Bilanz listet fast 1000 Einsätze auf – erste Kindergruppe in Herford vor der Gründung
So wichtig ist die Feuerwehr

Herford (WB). Was wäre die Stadt Herford ohne ihre Feuerwehr? Ein Blick in die Jahresbilanz reicht, um zu erkennen, wie wichtig die haupt- und ehrenamtliche Truppe für die Sicherheit der Bürger ist. Klar, der Brand des sechsstöckigen Hauses am Lübbertorwall am 3. April 2019 war das Großschadensereignis des vergangenen Jahres. „Das hat uns an die Leistungsgrenze gebracht“. sagt der neue Feuerwehrchef Karsten Buschmann.
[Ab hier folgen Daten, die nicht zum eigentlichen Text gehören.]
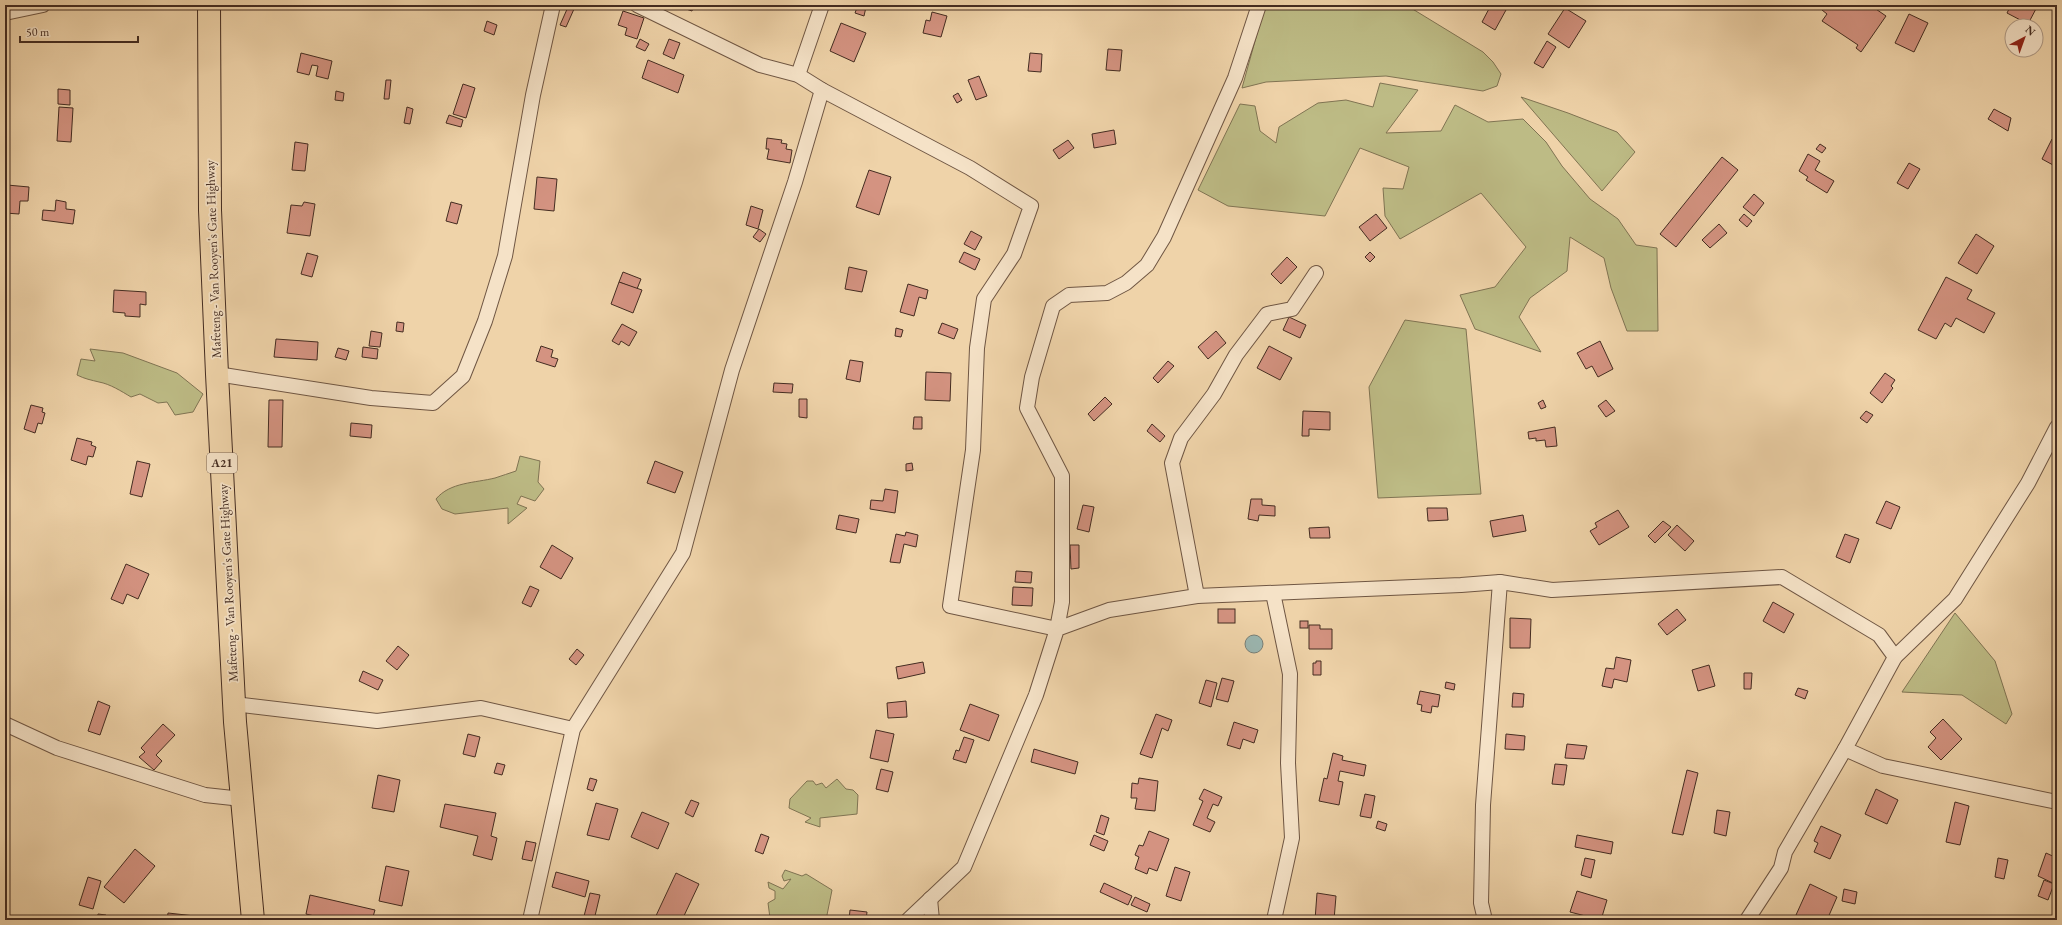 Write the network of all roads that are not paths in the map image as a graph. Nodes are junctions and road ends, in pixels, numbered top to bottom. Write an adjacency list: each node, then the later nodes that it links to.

Donnerstag, 11.06.2020, 17:00 Uhr aktualisiert: 12.06.2020, 09:18 Uhr
Sie zogen Bilanz für das Jahr 2019 (von links): Christoph Büker (Pressesprecher der Feuerwehr), Karsten Buschmann (Leiter der Feuerwehr), Michael Stiegelmeier und Axel Freitag (beide stellvertretende Leiter der Feuerwehr). Foto: Bexte
Sie zogen Bilanz für das Jahr 2019 (von links): Christoph Büker (Pressesprecher der Feuerwehr), Karsten Buschmann (Leiter der Feuerwehr), Michael Stiegelmeier und Axel Freitag (beide stellvertretende Leiter der Feuerwehr). Foto: Bexte

Aber auch der Großbrand eines Wohnhauses an der Salzufler Straße (26. Oktober), die Suche nach einer vermissten Person in der Werre Ende Januar oder das Feuer in einer Möbelfabrik in Falkendiek (25. Juli) bleiben in Erinnerung. 125 Brände (Vorjahr 149), darunter fünf Großbrände, zählt die jetzt vorgelegte Jahresstatistik. Hinzu kamen 488 Hilfeleistungen, 83 Brandsicherheitswachen, 275 Fehl-, Vorsorge- und blinde Alarme – insgesamt fast 1000 Einsätze.

Vervollständigt wird die Bilanz durch 242 Einsätze im vorbeugenden Brandschutz. Für all das bedarf es engagierter Mitstreiter. Doch reicht der Zahl noch aus? Neben den 40 Hauptamtlichen im Bereich Brandschutz zählen die vier Löschgruppen der Freiwilligen Feuerwehr gut 160 Mitglieder, mit leicht steigender Tendenz.

Viele Lehrgänge abgesagt

„Dennoch liegen wir, was die Zahl der aktiven Mitglieder angeht, im Vergleich mit anderen Städten gleicher Größe im unteren Drittel“, sagt Buschmann. Es sei schwierig, außerhalb der Jugendfeuerwehr neue Kräfte zu gewinnen. „Deshalb wollen wir eine Kinderfeuerwehr gründen.“

Ende des Jahres soll die erste Gruppe für Mädchen und Jungen ab fünf Jahren an den Start gehen, um schon die kleinsten für das spannende und wichtige Thema Feuerwehr zu begeistern. Zwei junge Pädagoginnen habe man bereits für die Betreuung engagiert. Die Corona-Pandemie erschwere aber den Start.

Überhaupt Corona. „Wir fangen erst jetzt wieder langsam mit den Dienstabenden an. Es dürfen aber nur maximal neun Kameraden teilnehmen“, sagt Axel Freitag, stellvertretender Feuerwehrleiter. Auch Lehrgänge und Fortbildungen wurden abgesagt, die drei Jugendfeuerwehren (74 Mitglieder) starteten frühestens nach den Sommerferien wieder. „Mit der Grundausbildung zum Feuerwehrmann konnten wir aber vergangene Woche beginnen. Das war sehr wichtig.“ Überörtliche, weiterführende Lehrgänge fänden aber weiterhin nicht statt. „Das bedeutet dann, dass einige Kollegen nicht wie geplant befördert werden können“, erläutert der stellvertretende Feuerwehrchef Michael Stiegelmeier. Im hauptamtlichen Bereich habe das dann auch finanzielle Auswirkungen für die Betroffenen.

Der Rettungsdienst (49 hauptamtliche Kräfte auf 39,5 Planstellen) musste im vergangenen Jahr 14.500 Mal ausrücken, hinzu kamen gut 900 Krankentransporte.